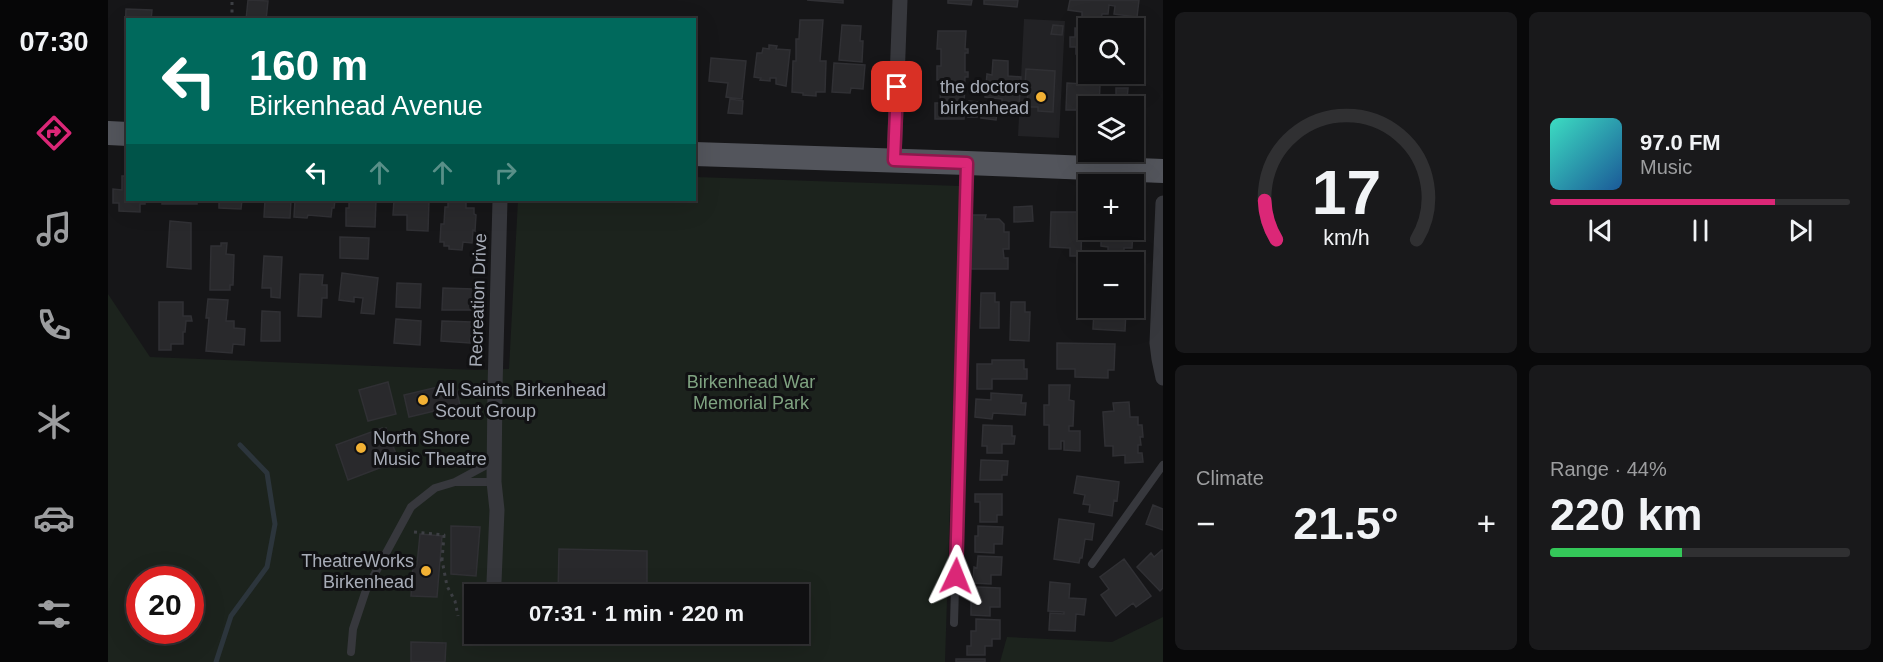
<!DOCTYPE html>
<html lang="en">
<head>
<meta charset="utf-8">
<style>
  :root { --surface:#101012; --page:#19191b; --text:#f1f3f6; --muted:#9c9d9f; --line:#303032; --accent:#db2777 }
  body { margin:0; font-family:Arial,sans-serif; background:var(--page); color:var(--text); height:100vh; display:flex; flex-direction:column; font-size:22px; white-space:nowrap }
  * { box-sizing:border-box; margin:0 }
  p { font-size:20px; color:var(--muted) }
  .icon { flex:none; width:33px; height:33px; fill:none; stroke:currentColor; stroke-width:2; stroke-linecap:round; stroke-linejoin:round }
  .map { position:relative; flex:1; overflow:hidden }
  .sheet { display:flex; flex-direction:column; gap:12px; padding:12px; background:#09090a; width:720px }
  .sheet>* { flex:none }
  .banner { position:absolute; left:18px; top:18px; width:570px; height:183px; border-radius:0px; box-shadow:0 6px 24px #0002,0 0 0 2px var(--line); background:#00695c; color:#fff; overflow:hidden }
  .controls { position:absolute; left:970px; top:18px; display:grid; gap:12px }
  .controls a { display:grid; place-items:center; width:66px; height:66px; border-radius:0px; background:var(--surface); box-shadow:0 6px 24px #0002,0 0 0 2px var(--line); font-size:30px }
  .speed { position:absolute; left:18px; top:566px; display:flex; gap:12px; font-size:30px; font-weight:700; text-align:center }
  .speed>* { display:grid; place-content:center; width:78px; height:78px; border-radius:50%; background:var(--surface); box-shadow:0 6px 24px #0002,0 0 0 2px var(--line); line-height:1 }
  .speed .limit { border:9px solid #d22; background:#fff; color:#111 }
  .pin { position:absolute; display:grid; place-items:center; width:51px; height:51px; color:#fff; margin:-26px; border-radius:12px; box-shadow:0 3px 9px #0006 }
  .me { position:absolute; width:66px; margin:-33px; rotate:2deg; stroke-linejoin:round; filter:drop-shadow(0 0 4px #0008) }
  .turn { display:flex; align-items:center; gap:21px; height:126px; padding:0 24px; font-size:27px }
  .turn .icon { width:78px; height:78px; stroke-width:2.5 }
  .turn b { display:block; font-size:42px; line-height:51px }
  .lanes { display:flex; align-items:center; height:57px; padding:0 24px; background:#0003; justify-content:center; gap:30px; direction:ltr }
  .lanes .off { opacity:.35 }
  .big { font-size:45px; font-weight:800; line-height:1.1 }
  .sheet .widget { flex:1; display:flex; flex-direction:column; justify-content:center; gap:9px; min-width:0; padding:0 21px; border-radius:9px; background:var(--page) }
  .sheet .dial { align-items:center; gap:0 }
  .dial svg { height:156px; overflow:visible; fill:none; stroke:var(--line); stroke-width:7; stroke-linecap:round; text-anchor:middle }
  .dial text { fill:var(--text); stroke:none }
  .song { display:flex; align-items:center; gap:18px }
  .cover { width:72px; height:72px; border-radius:9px; background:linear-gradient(135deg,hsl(170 70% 55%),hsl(210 70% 35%)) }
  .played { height:6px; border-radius:3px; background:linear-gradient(90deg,var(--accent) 75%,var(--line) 75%) }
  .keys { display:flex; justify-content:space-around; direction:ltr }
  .heat { display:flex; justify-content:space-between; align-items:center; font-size:33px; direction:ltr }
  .charge { height:9px; border-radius:4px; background:linear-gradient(90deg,#34c759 44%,var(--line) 0) }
  .sheet .tiles { flex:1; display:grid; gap:12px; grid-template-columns:repeat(2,1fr) }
  .trip { position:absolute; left:356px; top:584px; width:345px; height:60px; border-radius:0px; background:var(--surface); box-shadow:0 6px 24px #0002,0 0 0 2px var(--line); font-weight:800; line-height:60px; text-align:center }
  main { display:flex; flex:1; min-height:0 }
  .dock { display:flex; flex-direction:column; width:108px; justify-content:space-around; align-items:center; background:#060607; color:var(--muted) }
  .dock .icon { width:42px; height:42px }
  .dock .active { color:var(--accent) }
  .dock b { font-size:27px; color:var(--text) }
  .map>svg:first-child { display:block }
</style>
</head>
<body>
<main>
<nav class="dock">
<b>07:30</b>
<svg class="icon active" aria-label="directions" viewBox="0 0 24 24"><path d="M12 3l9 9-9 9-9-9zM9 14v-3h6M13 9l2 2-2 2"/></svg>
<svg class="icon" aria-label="music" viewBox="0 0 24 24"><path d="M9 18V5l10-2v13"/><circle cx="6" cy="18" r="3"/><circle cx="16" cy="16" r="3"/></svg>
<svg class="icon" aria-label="phone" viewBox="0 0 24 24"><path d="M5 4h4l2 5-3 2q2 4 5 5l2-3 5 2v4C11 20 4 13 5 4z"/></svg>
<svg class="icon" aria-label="climate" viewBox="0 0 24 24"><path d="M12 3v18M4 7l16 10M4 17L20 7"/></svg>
<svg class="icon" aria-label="car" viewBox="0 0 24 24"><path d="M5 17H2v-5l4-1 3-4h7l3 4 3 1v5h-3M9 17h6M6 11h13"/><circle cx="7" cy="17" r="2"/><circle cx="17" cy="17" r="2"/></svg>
<svg class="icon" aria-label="filters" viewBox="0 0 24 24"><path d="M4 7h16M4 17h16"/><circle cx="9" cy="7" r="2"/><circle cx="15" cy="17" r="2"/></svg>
</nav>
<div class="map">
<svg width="1055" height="662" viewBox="0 0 1055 662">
  <rect width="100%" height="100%" fill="#161618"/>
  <path fill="#222225" d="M916,19L957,21L951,138L910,136Z"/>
  <path fill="#1c231d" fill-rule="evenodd" d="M587,177L852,186L837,662H0V294L42,357L369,370L401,369L410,200H586ZM32,579H82V630H32ZM366,594H690V633H366Z
    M1055,617V662H892L899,637L1004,642Z"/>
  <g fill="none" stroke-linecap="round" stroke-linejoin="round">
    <path stroke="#2c353c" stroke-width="5" d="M108,662L123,616L159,567L167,524L159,473L132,445"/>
  </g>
  <path fill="#29292c" stroke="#303034" stroke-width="1.5" d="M140,0L160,1L158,20H138Z
    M699,0H735V3Z
    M840,0H864L863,5L840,3Z
    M876,0H910L909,7L876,4Z
    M962,0H1031L1029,17L1006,14L1007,6L1001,5L1000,14H994L993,22L974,20V12L960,10Z
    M18,9L44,10L43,20H20V34H17Z
    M692,20H715L712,61H718L717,92H708V96L695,95V93L684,92L685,61H688V39H691Z
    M734,25L753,26L752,41H755L754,62L731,60Z
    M945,25L955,26L954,35L943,34Z
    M967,28L981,29V69L970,68L971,54H968V47H962V37H967Z
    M830,31H858L857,49H860V53H857V72H860V77H857L856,107L858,106V112L856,111V119H827V103H832L833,80H829V66H833V49H829Z
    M1026,37L1027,74H1007H1026Z
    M661,45L669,46L668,49L682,50L678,86L668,84V78H662V81L652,80L653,78L646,77L649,53H654L655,48L661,49Z
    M18,48H20V70L17,69Z
    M603,58L638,61L634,99L618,97L620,83L601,81Z
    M885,60L900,61V76L913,77L911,106L894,104V99L877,97L879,74L884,75Z
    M726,63L757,65L755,89L743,88L742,93L724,92Z
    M918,69L947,71L945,112L930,111V107H919L920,86H917Z
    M959,83L992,85L991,106H981V114H973V110H958Z
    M1008,88H1020L1019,100H1027L1026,116V106H1002V99H1008Z
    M622,99L635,101L634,114L620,113Z
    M861,101L870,102L869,117H860Z
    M874,102L890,104L888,120L873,118Z
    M14,176H20V200H37V204H32V212L11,211V203H5V189L14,190Z
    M54,200H89V204H54Z
    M111,200H134L133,209L111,208Z
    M157,200H183L182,218L156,217Z
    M187,200H227L226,208H224L223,217L200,215L199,218L186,217Z
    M241,200H268L267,227L238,226V208H241Z
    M286,200H321L320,231L299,230V215H285Z
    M340,200H358V208H366V214L368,215L367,231L365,230L364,243L355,242L354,250L341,249V246H336V242H332L333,224H336L337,207H340Z
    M924,206L925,221L906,222V207Z
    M943,212H971V219H974L973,256H962V248L942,247Z
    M864,215H878L877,219H891L896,224V232H901V249H895L896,258H900V269H863Z
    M62,221L83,223V269L59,267Z
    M996,230H1025L1024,248H1016V257L1000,256V247L993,246V231H996Z
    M232,237L261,238L260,259L232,258Z
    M113,243H119L118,254L126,255L125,285H122V290H102L103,246H113Z
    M156,256L174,257L172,298L163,297V288H154Z
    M996,259L1021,260V262H996Z
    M234,273L270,278L266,314L253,313L255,298L246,297V302L231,300Z
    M192,274L215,275L214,285H219V298H214L213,317L190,316Z
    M289,283L313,284L312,308L288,307Z
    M335,288L366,289L365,310H334Z
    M873,293H887V302H891V328H872Z
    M100,299L120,300L118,321H126V328L137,329L136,345L125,344L124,353L98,351L101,318H98Z
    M51,302H75V316H83L84,321H78L77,332H75V344H63V350H51Z
    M903,302H917V312H922L921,341L902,340Z
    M986,309L1018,310L1017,331L985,329Z
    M154,311L172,312V341H153Z
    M288,319L313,321L312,345L286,343Z
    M334,321L364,322L362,343L333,341Z
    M949,343L1007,344L1006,370H1000V378L967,377V369H949Z
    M884,360H916V369H919V379H884V389H869V364H884Z
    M280,382L288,414L260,421L251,390Z
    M347,383L352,405L301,417L296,395Z
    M941,385H962L961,400L966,401L965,426H961V431H972V451L956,450V441H953V449H941V425H936V405H941Z
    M883,393L914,395L913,403H918L917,415L885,413L884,419L867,417L868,399L883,400Z
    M1021,402L1022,417H1030V425H1034L1035,437H1032L1033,445H1030V453H1034L1035,462L1017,463V455L1005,456V446H997L995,412L1006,411L1005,403Z
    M875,425L904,426V436H907L906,444H894V453H879V446H874Z
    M274,428V430L278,428L292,464L283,467L282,464L240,480L228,445Z
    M873,460L900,461L899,475H894V480H872Z
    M969,476L1011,482L1009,501L1006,500L1004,516L981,512L982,505L975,504L977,495L966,493Z
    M867,494H894V515H889V522H872V502H867Z
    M1045,505L1055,509V530L1038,524Z
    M951,519L986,524L984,540L977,539L974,558H972L971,563L946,559Z
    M343,526L372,527L368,576L343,574Z
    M870,526L895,527L894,544H886V553L867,552V536H870Z
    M312,534L334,536L329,597L303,596L305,565H309Z
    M451,549L539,551V594H450Z
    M1054,550L1055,552V588L1052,591L1029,567L1043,553L1046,557Z
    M870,556L894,557L893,575H883V584L865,583L866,567L869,568Z
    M1016,559L1043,596L1028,607L1025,603L1008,616L993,595L1001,589L992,577Z
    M942,582L962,584L961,598L978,599L976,615L968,614L967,631L941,630L942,613L956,614V612L940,611Z
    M869,587L892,588V607H882V616L863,615V600H869Z
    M868,619L892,620V639H884V646H877V655H859V646H863V631H868Z
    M453,633H538V635Z
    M303,642L338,643L337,662H303Z
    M848,659H877V662H848Z"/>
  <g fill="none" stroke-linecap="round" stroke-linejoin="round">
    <path stroke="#3d3f44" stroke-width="3" stroke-dasharray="3 4.5" stroke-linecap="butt" d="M124,20V0
      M306,532L336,535L334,560
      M332,560H334L339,586L347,601L350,616"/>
    <path stroke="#37383d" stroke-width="8" d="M349,482H386
      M984,564L1055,465
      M846,623L859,166
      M243,652L245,629L258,590L303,507L327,488L347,482L386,461"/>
    <path stroke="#37383d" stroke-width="15" d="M786,160L792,0
      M1055,203L1049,343L1051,359L1055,378
      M386,582L389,510L386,482L387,388L392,200"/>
    <path stroke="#53555c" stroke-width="24" d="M0,133L20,134
      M586,154L859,163L1055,171"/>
  </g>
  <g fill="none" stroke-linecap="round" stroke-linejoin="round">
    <defs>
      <path id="route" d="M789,87L786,160L859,163L848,576"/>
    </defs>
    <use href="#route" stroke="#8e194d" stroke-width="15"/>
    <use href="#route" stroke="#db2777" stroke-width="10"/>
  </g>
  <g fill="#f2b134" stroke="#111113" stroke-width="2">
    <circle cx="933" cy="97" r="6"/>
    <circle cx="315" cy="400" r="6"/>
    <circle cx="253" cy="448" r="6"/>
    <circle cx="318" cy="571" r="6"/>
  </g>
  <g text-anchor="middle" stroke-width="6" stroke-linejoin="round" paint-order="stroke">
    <g font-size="18" fill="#a8adb8" stroke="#111113" text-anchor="end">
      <text x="921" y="93">the doctors<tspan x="921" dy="21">birkenhead</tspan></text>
      <text x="327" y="396" text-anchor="start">All Saints Birkenhead<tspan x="327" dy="21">Scout Group</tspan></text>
      <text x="265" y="444" text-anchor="start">North Shore<tspan x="265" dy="21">Music Theatre</tspan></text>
      <text x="306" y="567">TheatreWorks<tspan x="306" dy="21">Birkenhead</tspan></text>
    </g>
    <g font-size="18" fill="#a8adb8" stroke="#111113">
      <text transform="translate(370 300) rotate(-88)" y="6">Recreation Drive</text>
    </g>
    <g font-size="18" fill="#7fa381" stroke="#111113">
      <text x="643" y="388">Birkenhead War<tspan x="643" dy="21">Memorial Park</tspan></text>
    </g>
  </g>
</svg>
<div class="controls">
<a><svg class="icon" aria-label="search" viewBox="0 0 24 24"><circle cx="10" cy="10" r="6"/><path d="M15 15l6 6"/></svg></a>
<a><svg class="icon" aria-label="layers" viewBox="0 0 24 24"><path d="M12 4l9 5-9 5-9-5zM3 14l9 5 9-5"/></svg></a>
<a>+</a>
<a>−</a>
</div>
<div class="speed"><div class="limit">20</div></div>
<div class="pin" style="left:789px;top:87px;background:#d93025"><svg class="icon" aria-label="arrive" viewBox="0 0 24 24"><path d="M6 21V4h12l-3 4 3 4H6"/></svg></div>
<svg class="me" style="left:848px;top:576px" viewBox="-20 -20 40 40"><path d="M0-17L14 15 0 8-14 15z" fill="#db2777" stroke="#fff" stroke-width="4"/></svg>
<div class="trip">07:31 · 1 min · 220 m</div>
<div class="banner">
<div class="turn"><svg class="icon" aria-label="left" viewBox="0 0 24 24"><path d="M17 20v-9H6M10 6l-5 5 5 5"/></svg><div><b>160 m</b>Birkenhead Avenue</div></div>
<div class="lanes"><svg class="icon" aria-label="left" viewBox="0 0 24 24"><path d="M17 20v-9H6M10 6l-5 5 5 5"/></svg><svg class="icon off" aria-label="ahead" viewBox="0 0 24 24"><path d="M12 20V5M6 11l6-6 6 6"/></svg><svg class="icon off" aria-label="ahead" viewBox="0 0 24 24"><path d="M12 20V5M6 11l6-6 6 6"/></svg><svg class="icon off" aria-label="right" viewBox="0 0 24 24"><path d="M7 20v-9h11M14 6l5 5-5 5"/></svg></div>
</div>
</div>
<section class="sheet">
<div class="tiles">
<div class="widget dial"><svg viewBox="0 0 100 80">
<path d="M14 69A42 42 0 1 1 86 69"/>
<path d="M14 69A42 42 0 0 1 8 49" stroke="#db2777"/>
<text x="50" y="56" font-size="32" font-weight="700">17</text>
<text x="50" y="72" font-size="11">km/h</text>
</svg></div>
<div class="widget">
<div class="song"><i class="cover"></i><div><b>97.0 FM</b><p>Music</p></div></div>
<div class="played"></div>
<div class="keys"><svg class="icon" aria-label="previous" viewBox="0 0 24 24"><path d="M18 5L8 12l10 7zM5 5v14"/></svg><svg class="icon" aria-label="pause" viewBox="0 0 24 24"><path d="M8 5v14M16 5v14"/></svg><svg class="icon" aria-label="next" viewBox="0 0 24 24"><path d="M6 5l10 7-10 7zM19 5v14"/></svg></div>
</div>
<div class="widget"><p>Climate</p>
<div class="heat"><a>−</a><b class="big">21.5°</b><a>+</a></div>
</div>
<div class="widget"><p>Range · 44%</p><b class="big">220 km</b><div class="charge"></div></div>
</div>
</section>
</main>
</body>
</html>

# # # #

Work instruction
Determine the number of lines in the material above that include the word "song". Give that number and no other text.

Response to this task
2